Ellis points out that some mutations that are rare in breast cancer may be common in other cancers and already have drugs designed to treat them.

"You may find the rare breast cancer patient whose tumor has a mutation that's more commonly found in leukemia, for example. So you might give that breast cancer patient a leukemia drug," Ellis says.
But such treatment is only possible when the cancer's genetics are known in advance. Ideally, Ellis says, the goal is to design treatments by sequencing the tumor genome when the cancer is first diagnosed.

"We get good therapeutic ideas from the genomic information," he says. "The near-term goal is to use information on whole genome sequencing to guide a personalized approach to the patient's treatment."
This work builds on previous collaborations between Washington University oncologists and the Genome Institute.
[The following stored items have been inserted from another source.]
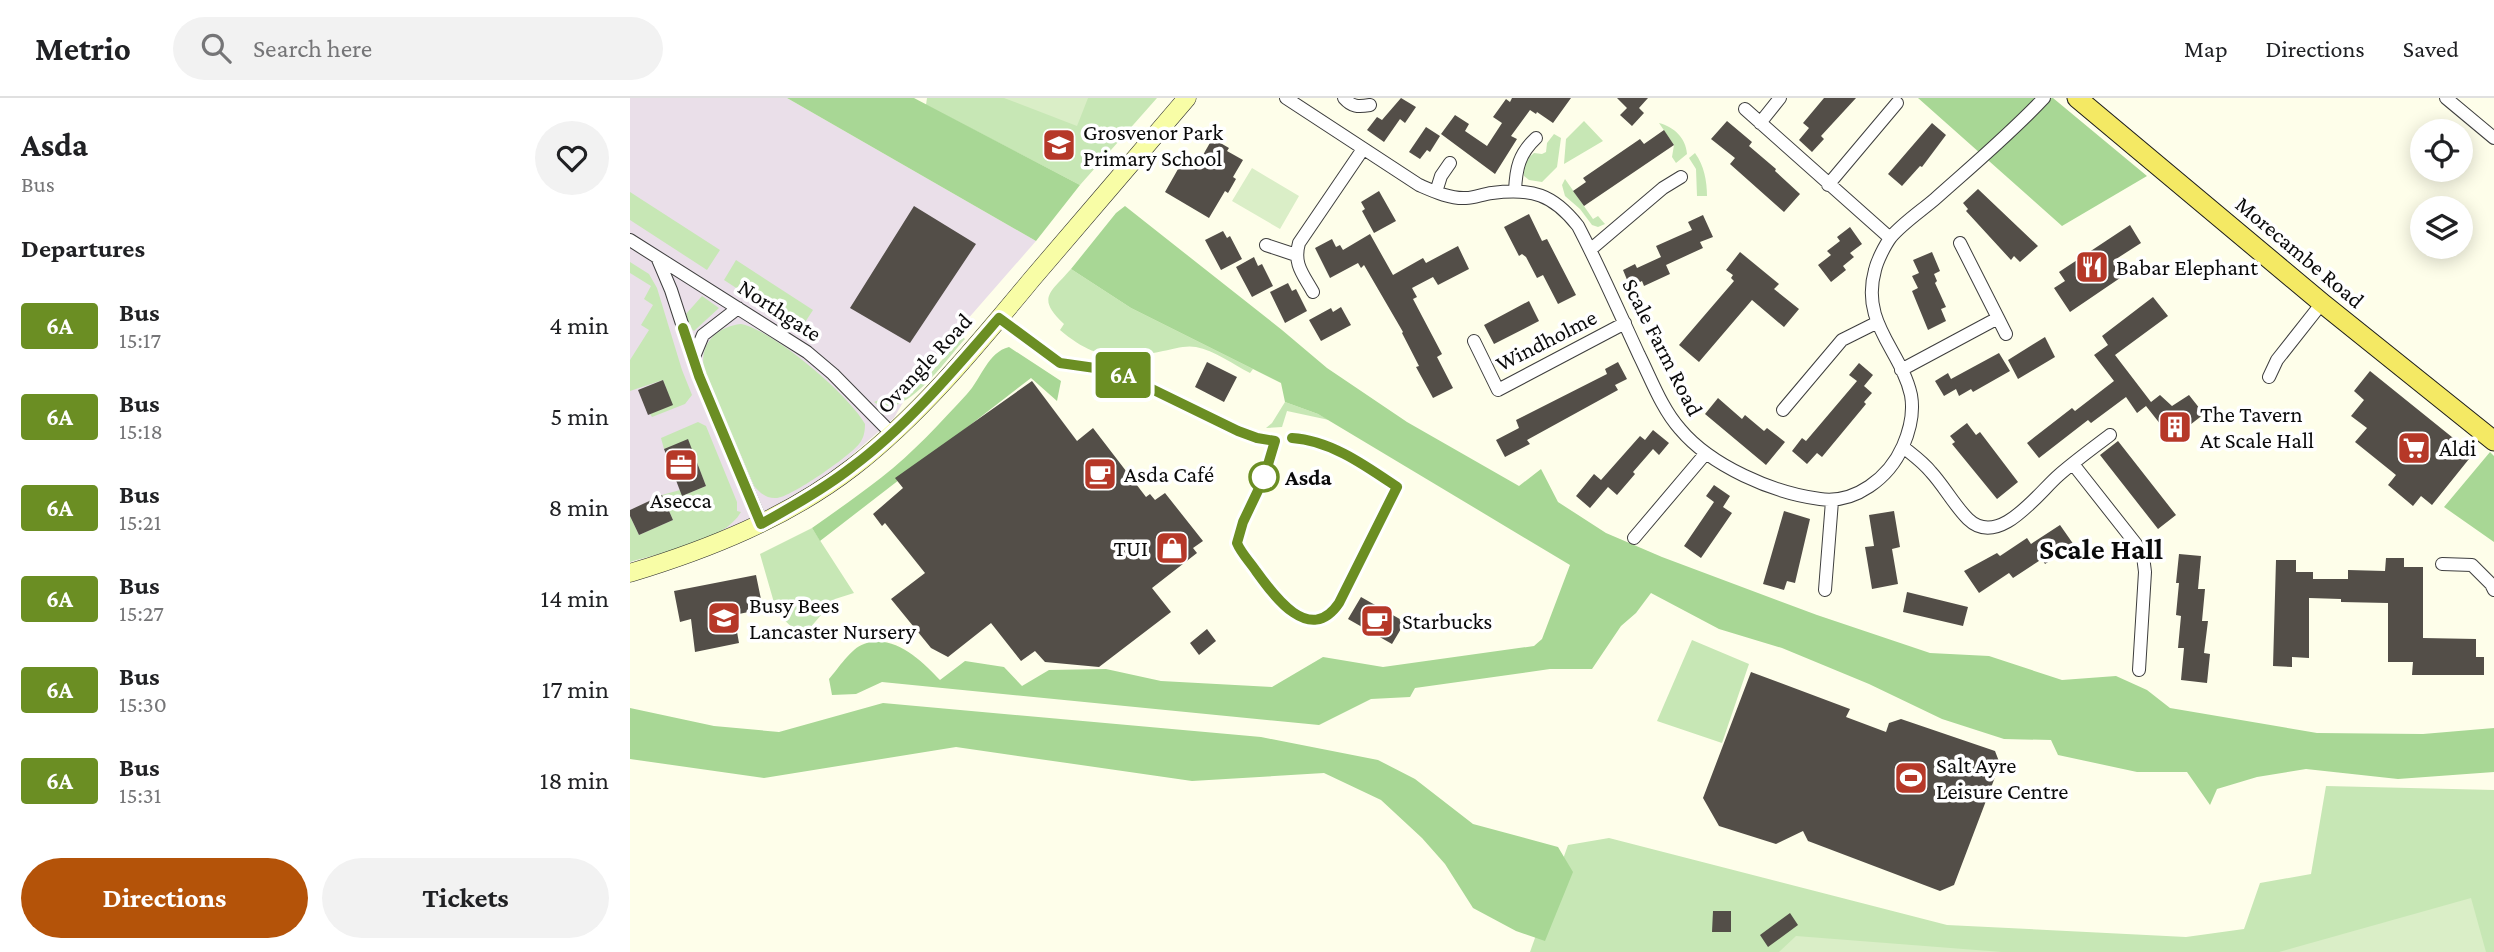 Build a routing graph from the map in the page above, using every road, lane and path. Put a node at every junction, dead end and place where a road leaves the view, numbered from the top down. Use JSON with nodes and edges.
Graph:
{"nodes":[{"id":1,"x":1187,"y":98,"type":"edge"},
{"id":2,"x":1344,"y":98,"type":"edge"},
{"id":3,"x":1780,"y":98,"type":"edge"},
{"id":4,"x":2044,"y":98,"type":"edge"},
{"id":5,"x":2077,"y":98,"type":"edge"},
{"id":6,"x":2446,"y":98,"type":"edge"},
{"id":7,"x":1290,"y":99,"type":"edge"},
{"id":8,"x":1897,"y":103,"type":"dead end"},
{"id":9,"x":1370,"y":104,"type":"dead end"},
{"id":10,"x":1745,"y":109,"type":"dead end"},
{"id":11,"x":1760,"y":123,"type":"junction"},
{"id":12,"x":1536,"y":138,"type":"dead end"},
{"id":13,"x":2494,"y":138,"type":"edge"},
{"id":14,"x":1363,"y":149,"type":"junction"},
{"id":15,"x":1450,"y":163,"type":"dead end"},
{"id":16,"x":1681,"y":177,"type":"dead end"},
{"id":17,"x":1828,"y":185,"type":"junction"},
{"id":18,"x":1515,"y":191,"type":"junction"},
{"id":19,"x":1436,"y":192,"type":"junction"},
{"id":20,"x":1890,"y":238,"type":"junction"},
{"id":21,"x":630,"y":240,"type":"edge"},
{"id":22,"x":1960,"y":243,"type":"dead end"},
{"id":23,"x":1266,"y":245,"type":"dead end"},
{"id":24,"x":1590,"y":250,"type":"junction"},
{"id":25,"x":1296,"y":255,"type":"junction"},
{"id":26,"x":656,"y":257,"type":"junction"},
{"id":27,"x":1313,"y":292,"type":"dead end"},
{"id":28,"x":2322,"y":303,"type":"junction"},
{"id":29,"x":738,"y":308,"type":"junction"},
{"id":30,"x":1998,"y":318,"type":"junction"},
{"id":31,"x":1625,"y":323,"type":"junction"},
{"id":32,"x":1876,"y":323,"type":"junction"},
{"id":33,"x":2006,"y":334,"type":"dead end"},
{"id":34,"x":1474,"y":341,"type":"dead end"},
{"id":35,"x":693,"y":359,"type":"junction"},
{"id":36,"x":1900,"y":370,"type":"junction"},
{"id":37,"x":2269,"y":377,"type":"dead end"},
{"id":38,"x":1783,"y":410,"type":"dead end"},
{"id":39,"x":892,"y":434,"type":"junction"},
{"id":40,"x":2110,"y":435,"type":"dead end"},
{"id":41,"x":2494,"y":441,"type":"edge"},
{"id":42,"x":1903,"y":447,"type":"junction"},
{"id":43,"x":1706,"y":453,"type":"junction"},
{"id":44,"x":2073,"y":464,"type":"junction"},
{"id":45,"x":1832,"y":501,"type":"junction"},
{"id":46,"x":761,"y":524,"type":"junction"},
{"id":47,"x":1634,"y":538,"type":"dead end"},
{"id":48,"x":2442,"y":564,"type":"dead end"},
{"id":49,"x":630,"y":573,"type":"edge"},
{"id":50,"x":1825,"y":590,"type":"dead end"},
{"id":51,"x":2494,"y":590,"type":"edge"},
{"id":52,"x":2139,"y":670,"type":"dead end"}],
"edges":[{"from":1,"to":39,"type":"main road","name":"Ovangle Road"},
{"from":2,"to":9,"type":"street"},
{"from":3,"to":11,"type":"street"},
{"from":4,"to":20,"type":"street"},
{"from":5,"to":28,"type":"main road","name":"Morecambe Road"},
{"from":6,"to":13,"type":"street"},
{"from":7,"to":14,"type":"street","name":"Scale Farm Road"},
{"from":8,"to":17,"type":"street"},
{"from":10,"to":11,"type":"street"},
{"from":11,"to":17,"type":"street"},
{"from":12,"to":18,"type":"street"},
{"from":14,"to":19,"type":"street","name":"Scale Farm Road"},
{"from":14,"to":25,"type":"street"},
{"from":15,"to":19,"type":"street"},
{"from":16,"to":24,"type":"street"},
{"from":17,"to":20,"type":"street"},
{"from":18,"to":19,"type":"street","name":"Scale Farm Road"},
{"from":18,"to":24,"type":"street","name":"Scale Farm Road"},
{"from":20,"to":32,"type":"street"},
{"from":21,"to":26,"type":"street","name":"Northgate"},
{"from":22,"to":30,"type":"street"},
{"from":23,"to":25,"type":"street"},
{"from":24,"to":31,"type":"street","name":"Scale Farm Road"},
{"from":25,"to":27,"type":"street"},
{"from":26,"to":29,"type":"street","name":"Northgate"},
{"from":26,"to":35,"type":"street"},
{"from":28,"to":37,"type":"street"},
{"from":28,"to":41,"type":"main road","name":"Morecambe Road"},
{"from":29,"to":35,"type":"street"},
{"from":29,"to":39,"type":"street","name":"Northgate"},
{"from":30,"to":33,"type":"street"},
{"from":30,"to":36,"type":"street"},
{"from":31,"to":34,"type":"street","name":"Windholme"},
{"from":31,"to":43,"type":"street","name":"Scale Farm Road"},
{"from":32,"to":36,"type":"street"},
{"from":32,"to":38,"type":"street"},
{"from":35,"to":46,"type":"street"},
{"from":36,"to":42,"type":"street"},
{"from":39,"to":46,"type":"main road","name":"Ovangle Road"},
{"from":40,"to":44,"type":"street"},
{"from":42,"to":44,"type":"street"},
{"from":42,"to":45,"type":"street"},
{"from":43,"to":45,"type":"street","name":"Scale Farm Road"},
{"from":43,"to":47,"type":"street"},
{"from":44,"to":52,"type":"street"},
{"from":45,"to":50,"type":"street"},
{"from":46,"to":49,"type":"main road","name":"Ovangle Road"},
{"from":48,"to":51,"type":"street"}]}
In a study published last year in Nature, they reported the complete tumor and normal DNA sequences of a woman with "triple-negative" breast cancer, a particularly aggressive type that is difficult to treat and more common in younger women and African-Americans.

While many mutations are rare or even unique to one patient, Ellis says quite a few can be classified on the basis of common biological effects and therefore could be considered together for a particular therapeutic approach.

Ellis looks to future work to help make sense of breast cancer's complexity. But these highly detailed genome maps are an important first step.

"At least we're reaching the limits of the complexity of the problem," he says. "It's not like looking into a telescope and wondering how far the universe goes. Ultimately, the universe of breast cancer is restricted by the size of the human genome."